[Data under study]

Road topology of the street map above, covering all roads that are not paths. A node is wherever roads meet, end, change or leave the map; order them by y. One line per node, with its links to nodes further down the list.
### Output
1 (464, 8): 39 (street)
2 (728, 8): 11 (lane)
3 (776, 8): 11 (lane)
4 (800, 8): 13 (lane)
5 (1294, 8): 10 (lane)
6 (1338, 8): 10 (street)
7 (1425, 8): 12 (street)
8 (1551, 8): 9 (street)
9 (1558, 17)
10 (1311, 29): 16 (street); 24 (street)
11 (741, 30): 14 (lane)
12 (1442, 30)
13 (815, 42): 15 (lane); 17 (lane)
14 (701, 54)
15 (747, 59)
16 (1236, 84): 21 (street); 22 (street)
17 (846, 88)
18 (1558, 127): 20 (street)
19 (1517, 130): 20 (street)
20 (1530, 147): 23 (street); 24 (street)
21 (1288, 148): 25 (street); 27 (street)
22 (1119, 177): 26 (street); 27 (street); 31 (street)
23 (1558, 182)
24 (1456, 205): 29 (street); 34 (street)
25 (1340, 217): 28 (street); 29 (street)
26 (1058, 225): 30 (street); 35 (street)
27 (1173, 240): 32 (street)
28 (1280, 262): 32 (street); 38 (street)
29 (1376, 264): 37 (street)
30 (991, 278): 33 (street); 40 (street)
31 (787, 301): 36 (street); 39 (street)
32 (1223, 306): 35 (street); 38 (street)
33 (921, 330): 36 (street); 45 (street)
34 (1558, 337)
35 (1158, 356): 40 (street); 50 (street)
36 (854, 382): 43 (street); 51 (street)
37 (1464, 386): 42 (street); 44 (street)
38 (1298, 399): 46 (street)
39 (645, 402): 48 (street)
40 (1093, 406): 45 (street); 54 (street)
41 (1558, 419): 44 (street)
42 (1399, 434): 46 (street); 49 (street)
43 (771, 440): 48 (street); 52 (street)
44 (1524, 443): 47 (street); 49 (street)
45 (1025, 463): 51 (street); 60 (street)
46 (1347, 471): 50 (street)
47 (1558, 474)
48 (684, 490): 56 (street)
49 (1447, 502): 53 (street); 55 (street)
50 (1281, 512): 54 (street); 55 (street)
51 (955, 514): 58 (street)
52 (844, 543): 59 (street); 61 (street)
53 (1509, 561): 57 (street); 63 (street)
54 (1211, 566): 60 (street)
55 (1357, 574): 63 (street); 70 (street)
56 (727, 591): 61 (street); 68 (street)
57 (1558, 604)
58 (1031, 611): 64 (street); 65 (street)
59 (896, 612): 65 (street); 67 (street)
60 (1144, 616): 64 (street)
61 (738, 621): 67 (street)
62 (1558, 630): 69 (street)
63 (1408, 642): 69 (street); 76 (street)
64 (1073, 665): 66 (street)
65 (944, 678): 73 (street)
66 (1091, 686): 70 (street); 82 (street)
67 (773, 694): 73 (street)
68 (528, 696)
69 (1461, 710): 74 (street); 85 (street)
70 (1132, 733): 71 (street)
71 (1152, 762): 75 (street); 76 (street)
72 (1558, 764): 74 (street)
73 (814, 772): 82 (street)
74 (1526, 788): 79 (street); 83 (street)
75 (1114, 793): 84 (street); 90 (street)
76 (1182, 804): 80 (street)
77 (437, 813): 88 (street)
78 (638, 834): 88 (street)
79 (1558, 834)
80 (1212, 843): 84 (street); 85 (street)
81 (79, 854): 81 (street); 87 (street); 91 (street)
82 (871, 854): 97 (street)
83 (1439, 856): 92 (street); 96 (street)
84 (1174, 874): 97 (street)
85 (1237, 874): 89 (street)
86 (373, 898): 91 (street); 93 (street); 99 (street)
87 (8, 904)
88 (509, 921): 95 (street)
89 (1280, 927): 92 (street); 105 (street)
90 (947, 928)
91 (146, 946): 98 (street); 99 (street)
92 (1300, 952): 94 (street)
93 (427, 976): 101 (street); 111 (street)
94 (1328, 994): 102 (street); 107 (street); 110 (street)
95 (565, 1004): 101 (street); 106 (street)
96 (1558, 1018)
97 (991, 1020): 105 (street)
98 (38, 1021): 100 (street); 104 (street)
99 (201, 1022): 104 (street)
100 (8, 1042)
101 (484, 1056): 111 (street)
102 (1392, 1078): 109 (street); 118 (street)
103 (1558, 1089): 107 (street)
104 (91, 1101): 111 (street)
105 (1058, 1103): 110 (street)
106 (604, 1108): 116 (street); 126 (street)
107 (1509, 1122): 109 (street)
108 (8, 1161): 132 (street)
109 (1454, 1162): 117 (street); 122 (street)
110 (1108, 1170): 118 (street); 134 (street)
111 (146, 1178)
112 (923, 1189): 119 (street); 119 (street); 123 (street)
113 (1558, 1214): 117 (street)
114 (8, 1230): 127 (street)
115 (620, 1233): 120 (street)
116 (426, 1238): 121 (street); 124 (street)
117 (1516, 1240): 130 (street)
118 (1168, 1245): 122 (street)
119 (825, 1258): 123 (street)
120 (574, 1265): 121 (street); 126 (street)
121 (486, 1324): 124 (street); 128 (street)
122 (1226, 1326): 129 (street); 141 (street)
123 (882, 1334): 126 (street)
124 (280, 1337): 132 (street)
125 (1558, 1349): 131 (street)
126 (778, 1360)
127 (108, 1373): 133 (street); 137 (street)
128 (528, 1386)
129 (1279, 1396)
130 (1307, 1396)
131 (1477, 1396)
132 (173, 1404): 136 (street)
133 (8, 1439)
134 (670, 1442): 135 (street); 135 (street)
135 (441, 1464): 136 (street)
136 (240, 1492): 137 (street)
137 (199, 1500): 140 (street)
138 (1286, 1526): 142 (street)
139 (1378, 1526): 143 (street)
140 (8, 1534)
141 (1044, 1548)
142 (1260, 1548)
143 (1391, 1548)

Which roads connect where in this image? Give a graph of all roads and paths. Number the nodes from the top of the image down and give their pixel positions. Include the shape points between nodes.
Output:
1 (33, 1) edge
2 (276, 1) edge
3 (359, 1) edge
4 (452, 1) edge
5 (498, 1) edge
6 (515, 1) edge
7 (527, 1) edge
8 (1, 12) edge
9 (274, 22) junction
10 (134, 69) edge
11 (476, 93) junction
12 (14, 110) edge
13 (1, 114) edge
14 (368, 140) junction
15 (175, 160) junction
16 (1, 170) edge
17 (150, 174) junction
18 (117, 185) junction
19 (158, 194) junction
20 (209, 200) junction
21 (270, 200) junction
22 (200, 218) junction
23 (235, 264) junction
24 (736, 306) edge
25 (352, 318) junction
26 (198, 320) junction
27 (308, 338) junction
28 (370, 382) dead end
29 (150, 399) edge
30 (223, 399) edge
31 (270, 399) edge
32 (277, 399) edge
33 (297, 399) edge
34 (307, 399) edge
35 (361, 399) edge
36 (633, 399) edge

[What is needed] All records shown above are to be output exactly.

[Written reply]
Road topology of the street map above, covering all roads that are not paths. A node is wherever roads meet, end, change or leave the map; order them by y. One line per node, with its links to nodes further down the list.
### Output
1 (464, 8): 39 (street)
2 (728, 8): 11 (lane)
3 (776, 8): 11 (lane)
4 (800, 8): 13 (lane)
5 (1294, 8): 10 (lane)
6 (1338, 8): 10 (street)
7 (1425, 8): 12 (street)
8 (1551, 8): 9 (street)
9 (1558, 17)
10 (1311, 29): 16 (street); 24 (street)
11 (741, 30): 14 (lane)
12 (1442, 30)
13 (815, 42): 15 (lane); 17 (lane)
14 (701, 54)
15 (747, 59)
16 (1236, 84): 21 (street); 22 (street)
17 (846, 88)
18 (1558, 127): 20 (street)
19 (1517, 130): 20 (street)
20 (1530, 147): 23 (street); 24 (street)
21 (1288, 148): 25 (street); 27 (street)
22 (1119, 177): 26 (street); 27 (street); 31 (street)
23 (1558, 182)
24 (1456, 205): 29 (street); 34 (street)
25 (1340, 217): 28 (street); 29 (street)
26 (1058, 225): 30 (street); 35 (street)
27 (1173, 240): 32 (street)
28 (1280, 262): 32 (street); 38 (street)
29 (1376, 264): 37 (street)
30 (991, 278): 33 (street); 40 (street)
31 (787, 301): 36 (street); 39 (street)
32 (1223, 306): 35 (street); 38 (street)
33 (921, 330): 36 (street); 45 (street)
34 (1558, 337)
35 (1158, 356): 40 (street); 50 (street)
36 (854, 382): 43 (street); 51 (street)
37 (1464, 386): 42 (street); 44 (street)
38 (1298, 399): 46 (street)
39 (645, 402): 48 (street)
40 (1093, 406): 45 (street); 54 (street)
41 (1558, 419): 44 (street)
42 (1399, 434): 46 (street); 49 (street)
43 (771, 440): 48 (street); 52 (street)
44 (1524, 443): 47 (street); 49 (street)
45 (1025, 463): 51 (street); 60 (street)
46 (1347, 471): 50 (street)
47 (1558, 474)
48 (684, 490): 56 (street)
49 (1447, 502): 53 (street); 55 (street)
50 (1281, 512): 54 (street); 55 (street)
51 (955, 514): 58 (street)
52 (844, 543): 59 (street); 61 (street)
53 (1509, 561): 57 (street); 63 (street)
54 (1211, 566): 60 (street)
55 (1357, 574): 63 (street); 70 (street)
56 (727, 591): 61 (street); 68 (street)
57 (1558, 604)
58 (1031, 611): 64 (street); 65 (street)
59 (896, 612): 65 (street); 67 (street)
60 (1144, 616): 64 (street)
61 (738, 621): 67 (street)
62 (1558, 630): 69 (street)
63 (1408, 642): 69 (street); 76 (street)
64 (1073, 665): 66 (street)
65 (944, 678): 73 (street)
66 (1091, 686): 70 (street); 82 (street)
67 (773, 694): 73 (street)
68 (528, 696)
69 (1461, 710): 74 (street); 85 (street)
70 (1132, 733): 71 (street)
71 (1152, 762): 75 (street); 76 (street)
72 (1558, 764): 74 (street)
73 (814, 772): 82 (street)
74 (1526, 788): 79 (street); 83 (street)
75 (1114, 793): 84 (street); 90 (street)
76 (1182, 804): 80 (street)
77 (437, 813): 88 (street)
78 (638, 834): 88 (street)
79 (1558, 834)
80 (1212, 843): 84 (street); 85 (street)
81 (79, 854): 81 (street); 87 (street); 91 (street)
82 (871, 854): 97 (street)
83 (1439, 856): 92 (street); 96 (street)
84 (1174, 874): 97 (street)
85 (1237, 874): 89 (street)
86 (373, 898): 91 (street); 93 (street); 99 (street)
87 (8, 904)
88 (509, 921): 95 (street)
89 (1280, 927): 92 (street); 105 (street)
90 (947, 928)
91 (146, 946): 98 (street); 99 (street)
92 (1300, 952): 94 (street)
93 (427, 976): 101 (street); 111 (street)
94 (1328, 994): 102 (street); 107 (street); 110 (street)
95 (565, 1004): 101 (street); 106 (street)
96 (1558, 1018)
97 (991, 1020): 105 (street)
98 (38, 1021): 100 (street); 104 (street)
99 (201, 1022): 104 (street)
100 (8, 1042)
101 (484, 1056): 111 (street)
102 (1392, 1078): 109 (street); 118 (street)
103 (1558, 1089): 107 (street)
104 (91, 1101): 111 (street)
105 (1058, 1103): 110 (street)
106 (604, 1108): 116 (street); 126 (street)
107 (1509, 1122): 109 (street)
108 (8, 1161): 132 (street)
109 (1454, 1162): 117 (street); 122 (street)
110 (1108, 1170): 118 (street); 134 (street)
111 (146, 1178)
112 (923, 1189): 119 (street); 119 (street); 123 (street)
113 (1558, 1214): 117 (street)
114 (8, 1230): 127 (street)
115 (620, 1233): 120 (street)
116 (426, 1238): 121 (street); 124 (street)
117 (1516, 1240): 130 (street)
118 (1168, 1245): 122 (street)
119 (825, 1258): 123 (street)
120 (574, 1265): 121 (street); 126 (street)
121 (486, 1324): 124 (street); 128 (street)
122 (1226, 1326): 129 (street); 141 (street)
123 (882, 1334): 126 (street)
124 (280, 1337): 132 (street)
125 (1558, 1349): 131 (street)
126 (778, 1360)
127 (108, 1373): 133 (street); 137 (street)
128 (528, 1386)
129 (1279, 1396)
130 (1307, 1396)
131 (1477, 1396)
132 (173, 1404): 136 (street)
133 (8, 1439)
134 (670, 1442): 135 (street); 135 (street)
135 (441, 1464): 136 (street)
136 (240, 1492): 137 (street)
137 (199, 1500): 140 (street)
138 (1286, 1526): 142 (street)
139 (1378, 1526): 143 (street)
140 (8, 1534)
141 (1044, 1548)
142 (1260, 1548)
143 (1391, 1548)

Which roads connect where in this image? Give a graph of all roads and paths. Number the nodes from the top of the image down and give their pixel positions. Include the shape points between nodes.
Output:
1 (33, 1) edge
2 (276, 1) edge
3 (359, 1) edge
4 (452, 1) edge
5 (498, 1) edge
6 (515, 1) edge
7 (527, 1) edge
8 (1, 12) edge
9 (274, 22) junction
10 (134, 69) edge
11 (476, 93) junction
12 (14, 110) edge
13 (1, 114) edge
14 (368, 140) junction
15 (175, 160) junction
16 (1, 170) edge
17 (150, 174) junction
18 (117, 185) junction
19 (158, 194) junction
20 (209, 200) junction
21 (270, 200) junction
22 (200, 218) junction
23 (235, 264) junction
24 (736, 306) edge
25 (352, 318) junction
26 (198, 320) junction
27 (308, 338) junction
28 (370, 382) dead end
29 (150, 399) edge
30 (223, 399) edge
31 (270, 399) edge
32 (277, 399) edge
33 (297, 399) edge
34 (307, 399) edge
35 (361, 399) edge
36 (633, 399) edge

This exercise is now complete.